# First trip to Europe



## 91467 (May 1, 2005)

Hi, we are planning a two month journey in our motorhome heading to Spain via Santander in mid March, driving down to the south first then up through Portugal and north coast, then gradually working back up through France. This is our first trip abroad and would welcome any tips on routes, sites or any other helpful info. We are also looking for info on buying a solar panel. We have an Autosleeper Ravenna.


----------



## 92821 (May 1, 2005)

Hi Jane & Don

Editted by Admin:
No Commerical advertising in the forums please.
Contact us for advertising at advertising[at]motorhomefacts.com


----------



## 88838 (May 9, 2005)

Hi to janeanddon, glad to see you're posting at last :wink: 
and hi to loire, I've seen your other threads, and hope to check you out later this year!

8)


----------



## 92821 (May 1, 2005)

Hi Twooks

Thanks - We hope to see you too... 

Acc' login probs - I had to create a new acc' :-(

0033 (0) 247 91 94 61

Stuart


----------



## dusty (May 27, 2005)

Hi Jane & Don
I've just completed a similar trip myself for the first time. It was great and I'm sure you'll enjoy it. Just a tip about gas which caught me out. I bought a Spanish Repsol Propane bottle just on the French side of the border. It was painted Orange as we would expect for Propane. When I replaced it 3/4 weeks later I gave the guy an empty orange bottle and he gave me a full one. It wasn't until last week on a freezing night just outside Verdun when we couldn't get any gas to the hob or heating that I discovered that I'd been given Butane, which had frozen!!!. Not a lot of fun.
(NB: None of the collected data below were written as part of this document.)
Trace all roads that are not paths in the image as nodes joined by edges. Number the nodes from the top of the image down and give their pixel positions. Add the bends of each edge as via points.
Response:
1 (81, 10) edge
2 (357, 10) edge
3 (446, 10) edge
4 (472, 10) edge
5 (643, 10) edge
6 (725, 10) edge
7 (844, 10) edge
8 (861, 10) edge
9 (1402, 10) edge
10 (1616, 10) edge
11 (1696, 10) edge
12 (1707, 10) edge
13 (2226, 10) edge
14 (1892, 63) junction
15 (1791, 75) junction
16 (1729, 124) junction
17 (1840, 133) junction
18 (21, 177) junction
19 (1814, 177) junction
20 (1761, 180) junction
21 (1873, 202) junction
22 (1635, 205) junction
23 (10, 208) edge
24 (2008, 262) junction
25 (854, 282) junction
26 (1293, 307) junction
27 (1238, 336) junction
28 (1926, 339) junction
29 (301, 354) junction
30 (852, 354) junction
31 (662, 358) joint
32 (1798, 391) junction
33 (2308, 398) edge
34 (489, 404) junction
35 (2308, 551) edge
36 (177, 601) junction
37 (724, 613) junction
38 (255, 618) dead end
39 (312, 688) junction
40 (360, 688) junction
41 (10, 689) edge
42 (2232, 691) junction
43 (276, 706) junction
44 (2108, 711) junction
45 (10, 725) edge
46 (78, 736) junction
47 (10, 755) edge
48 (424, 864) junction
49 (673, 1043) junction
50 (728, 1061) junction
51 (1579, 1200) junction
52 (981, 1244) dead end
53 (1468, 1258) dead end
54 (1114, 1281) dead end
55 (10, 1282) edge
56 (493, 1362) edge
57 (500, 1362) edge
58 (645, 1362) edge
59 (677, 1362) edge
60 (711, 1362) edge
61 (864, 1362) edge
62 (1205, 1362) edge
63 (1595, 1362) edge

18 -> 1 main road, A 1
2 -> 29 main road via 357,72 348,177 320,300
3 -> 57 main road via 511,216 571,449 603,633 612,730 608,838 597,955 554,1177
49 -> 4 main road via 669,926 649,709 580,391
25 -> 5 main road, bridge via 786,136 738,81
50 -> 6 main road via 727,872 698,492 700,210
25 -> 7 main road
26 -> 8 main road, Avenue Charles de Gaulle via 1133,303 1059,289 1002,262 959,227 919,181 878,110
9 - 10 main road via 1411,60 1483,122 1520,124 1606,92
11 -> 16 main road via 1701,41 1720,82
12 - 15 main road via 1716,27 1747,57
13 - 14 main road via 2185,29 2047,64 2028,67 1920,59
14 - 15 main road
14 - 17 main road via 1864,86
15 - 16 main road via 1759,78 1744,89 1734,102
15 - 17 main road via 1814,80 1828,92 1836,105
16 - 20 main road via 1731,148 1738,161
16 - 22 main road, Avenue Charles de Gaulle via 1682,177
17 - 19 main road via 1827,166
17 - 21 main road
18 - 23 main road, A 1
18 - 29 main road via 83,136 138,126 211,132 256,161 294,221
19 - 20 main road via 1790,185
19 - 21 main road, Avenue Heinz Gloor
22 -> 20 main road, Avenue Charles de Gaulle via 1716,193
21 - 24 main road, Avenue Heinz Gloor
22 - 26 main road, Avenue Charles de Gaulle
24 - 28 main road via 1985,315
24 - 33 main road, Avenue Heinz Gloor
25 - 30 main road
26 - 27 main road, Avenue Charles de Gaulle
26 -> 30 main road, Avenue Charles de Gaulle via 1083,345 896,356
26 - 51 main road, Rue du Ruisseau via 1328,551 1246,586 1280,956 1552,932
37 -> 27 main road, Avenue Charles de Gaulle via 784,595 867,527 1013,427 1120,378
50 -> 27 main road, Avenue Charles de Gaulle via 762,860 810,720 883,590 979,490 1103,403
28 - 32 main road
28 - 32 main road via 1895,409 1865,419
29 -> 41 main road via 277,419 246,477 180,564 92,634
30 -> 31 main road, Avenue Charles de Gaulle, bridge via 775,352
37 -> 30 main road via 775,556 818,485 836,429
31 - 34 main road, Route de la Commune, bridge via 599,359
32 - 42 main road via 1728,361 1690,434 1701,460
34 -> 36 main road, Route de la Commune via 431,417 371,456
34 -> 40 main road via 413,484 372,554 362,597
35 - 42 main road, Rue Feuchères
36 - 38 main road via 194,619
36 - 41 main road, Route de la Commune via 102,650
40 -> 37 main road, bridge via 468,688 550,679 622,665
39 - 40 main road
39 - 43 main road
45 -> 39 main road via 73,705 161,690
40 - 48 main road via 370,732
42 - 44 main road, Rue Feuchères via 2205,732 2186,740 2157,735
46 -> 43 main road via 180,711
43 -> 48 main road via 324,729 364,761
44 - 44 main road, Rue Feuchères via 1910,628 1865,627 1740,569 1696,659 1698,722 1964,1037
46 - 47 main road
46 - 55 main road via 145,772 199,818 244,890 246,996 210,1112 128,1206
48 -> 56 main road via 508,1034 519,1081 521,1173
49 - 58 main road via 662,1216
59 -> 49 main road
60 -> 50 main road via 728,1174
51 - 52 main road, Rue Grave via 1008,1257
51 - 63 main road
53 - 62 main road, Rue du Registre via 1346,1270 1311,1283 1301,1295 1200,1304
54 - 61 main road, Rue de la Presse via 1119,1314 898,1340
When I looked closely at the bottle it had Butane stencilled on the side in letters about 1" high, but i had been fooled by the colour. 
Have a good trip


----------



## 89499 (May 25, 2005)

Hi Jane and Don

good luck with your planning and here is a site which might be useful if your driving through France to get to Spain, although you'll miss a lot as it is just motorway

http://www.autoroutes.fr

sugarplum


----------



## 91929 (May 1, 2005)

Hi forgot your name havig read through all the other replys that arnt any good to you

We can manage 3 months on 7kg gas, we have a small fan heater so use site electric & most people have some sort electric cooker
Remember that your electric may only be 4 or 6Ampere

Routes I use an Autoroute on a laptop

Here is a site to log on to www.autoroutes.fr Ive checked it out & it works OK

It isnt quite as good as the UK CD one but its FREEE

Water is generally V Good so you dont reallyneed to buy it (personal choice) we use a filter (some places you get sand in it)
Supermarkets are like ours - ask the staff for help most speak some English 7 will be pleased to give you the Spanish or Portugese names Not so sure in France They only speak French when you ask. So I generally then go into Spanish just to be awkward, they are the only ones who are difficult

Have a good trip


----------



## Mike48 (May 1, 2005)

The best routing site (in my view) is

www.viamichelin.com.

This site enables you to set perameters such as type of roads, avoidance of toll roads and even takes account of roadworks.


----------



## 92046 (May 1, 2005)

*First Time Tour*

Hi JaneandDon

You will find this forum one of the best (if not the best) for info, hints and tips,

I had a 13000 mile holiday last year and will be off again in April, Wild camping, with the odd night at a camp site, I fitted 2x 50 watt solar panels, and 2x 85Ah batteries, but do not use a TV, all my lighting is 12 volt. heating, cooking, fridge, water heater all gas, so i had an LPG 23 ltr tank fitted, fill up at any LPG garage, you use a different adaptor for different countries, i found this a good saving,

Yes I had all the maps, GPS display, GPS into the computer, MapSource, Navigator, AutoRoute, but most important had a list of the places i desired to visit, but found the France Passion system very good,

All the best, and have fun


----------